The Old Malthouse School (The OMH) was a preparatory school in the village of Langton Matravers near Swanage in the Isle of Purbeck, Dorset, United Kingdom.

The school was founded in 1906 by Rex Corbett, an ex-England football player, and started with ten pupils in a building that was formerly a brewery. Tom Pellatt, his brother-in-law who ran Durnford School at Durnford Court in the same village had blasted out a swimming bath in the rocks at Dancing Ledge, a mile and a half away on the coast and the pupils of both schools used this daily in the summer term. Durnford's most famous former pupil is Ian Fleming, author of the James Bond novels and Chitty Chitty Bang Bang.

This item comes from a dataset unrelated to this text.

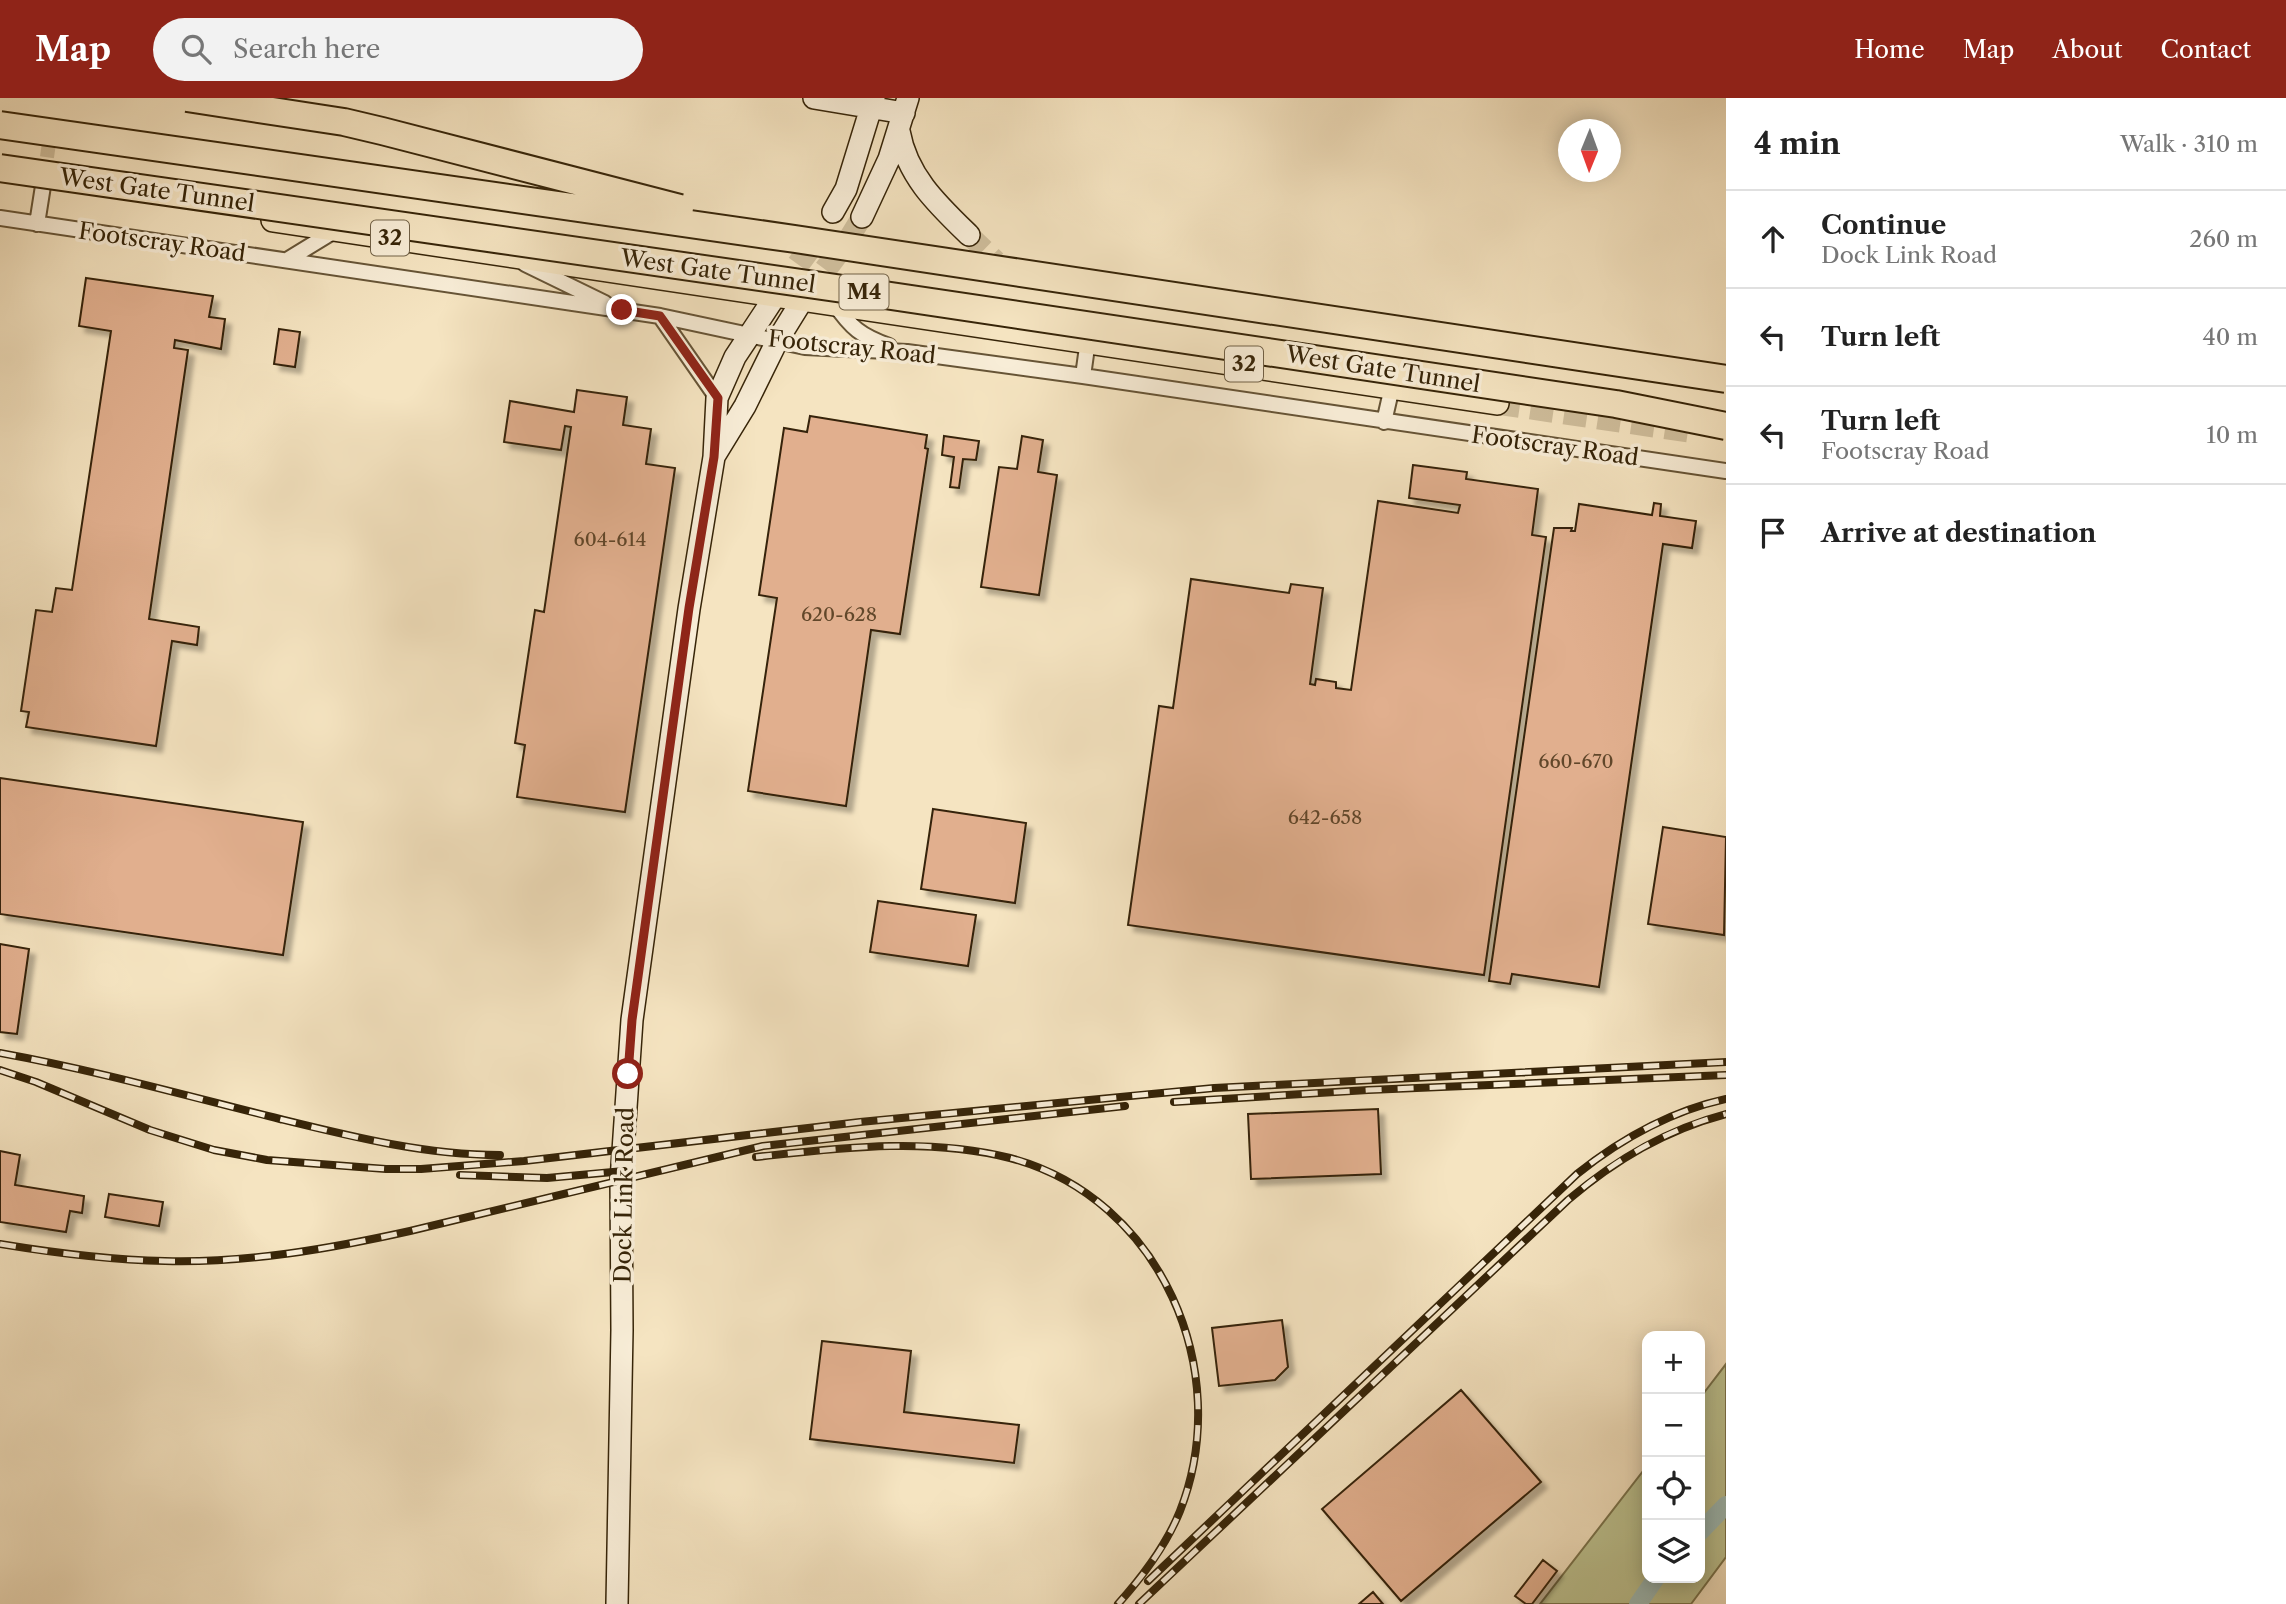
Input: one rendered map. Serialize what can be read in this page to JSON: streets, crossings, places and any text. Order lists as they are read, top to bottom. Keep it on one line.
{"streets":{"highway":["West Gate Tunnel","M4"],"main road":["32","Footscray Road","Dock Link Road"]},"crossings":[["Footscray Road","Dock Link Road"]],"house_numbers":["604-614","620-628","660-670","642-658"],"north":"bottom","page":{"header":"Map","search":"Search here","nav":["Home","Map","About","Contact"],"heading":["4 min","Walk · 310 m"],"list":[["Continue","Dock Link Road","260 m"],["Turn left","40 m"],["Turn left","Footscray Road","10 m"],"Arrive at destination"],"map_buttons":["+","−"]}}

In 1939, the school was sold by Corbett to Victor Haggard (H) and Evan Hope-Gill (Hopper) who inherited 37 boys. Durnford was requisitioned by the army later that year and the Durnford boys transferred to the Old Malthouse. Durnford was acquired by the owners of the Old Malthouse when the army gave it up in 1948. The main buildings were variously pulled down or sold, leaving the OMH with the grounds, which were levelled for playing fields. A third joint headmaster Peter Mattinson joined after World War II and the triumvirate ruled until 1974 when the school, then with about 80 boys, was sold to a Trust under the headmastership of Quintin Ambler. Ill-health led to Ambler's early departure to be replaced as headmaster by Patrick Jordan in 1975 who expanded the school by adding a pre-prep department in the early 1980s. In 1988, Jon Phillips took over as Headmaster, remaining for 15 years. During this time the school became fully co-educational. Richard Keeble became Headmaster in January 2004 and left the school in July 2006 handing over the reins to longtime deputy Moira Laffey. Through the 1970s and early 80s the school expanded to about 100 pupils but declining enrollment and increasing losses led to the decision to close the school in 2007.

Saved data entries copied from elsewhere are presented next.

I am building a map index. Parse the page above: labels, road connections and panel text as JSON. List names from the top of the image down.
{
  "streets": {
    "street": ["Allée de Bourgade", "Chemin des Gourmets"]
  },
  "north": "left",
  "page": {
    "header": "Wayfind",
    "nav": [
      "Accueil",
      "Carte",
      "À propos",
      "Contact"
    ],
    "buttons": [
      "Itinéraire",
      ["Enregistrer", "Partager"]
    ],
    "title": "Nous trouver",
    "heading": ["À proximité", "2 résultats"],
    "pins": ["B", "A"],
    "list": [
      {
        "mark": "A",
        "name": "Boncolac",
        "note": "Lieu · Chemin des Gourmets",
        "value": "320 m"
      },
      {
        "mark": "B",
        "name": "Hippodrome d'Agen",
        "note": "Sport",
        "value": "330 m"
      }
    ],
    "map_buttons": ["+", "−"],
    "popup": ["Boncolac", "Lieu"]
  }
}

In April 2007, the local press reported that the school would close at the end of the 2007 summer term and the school subsequently closed its doors at the end of the summer.

==Reopening==
In 2008, the property was acquired and reopened by the Cothill Educational Trust as a science-based centre, running week-long practical science courses for schoolchildren aged 10–13.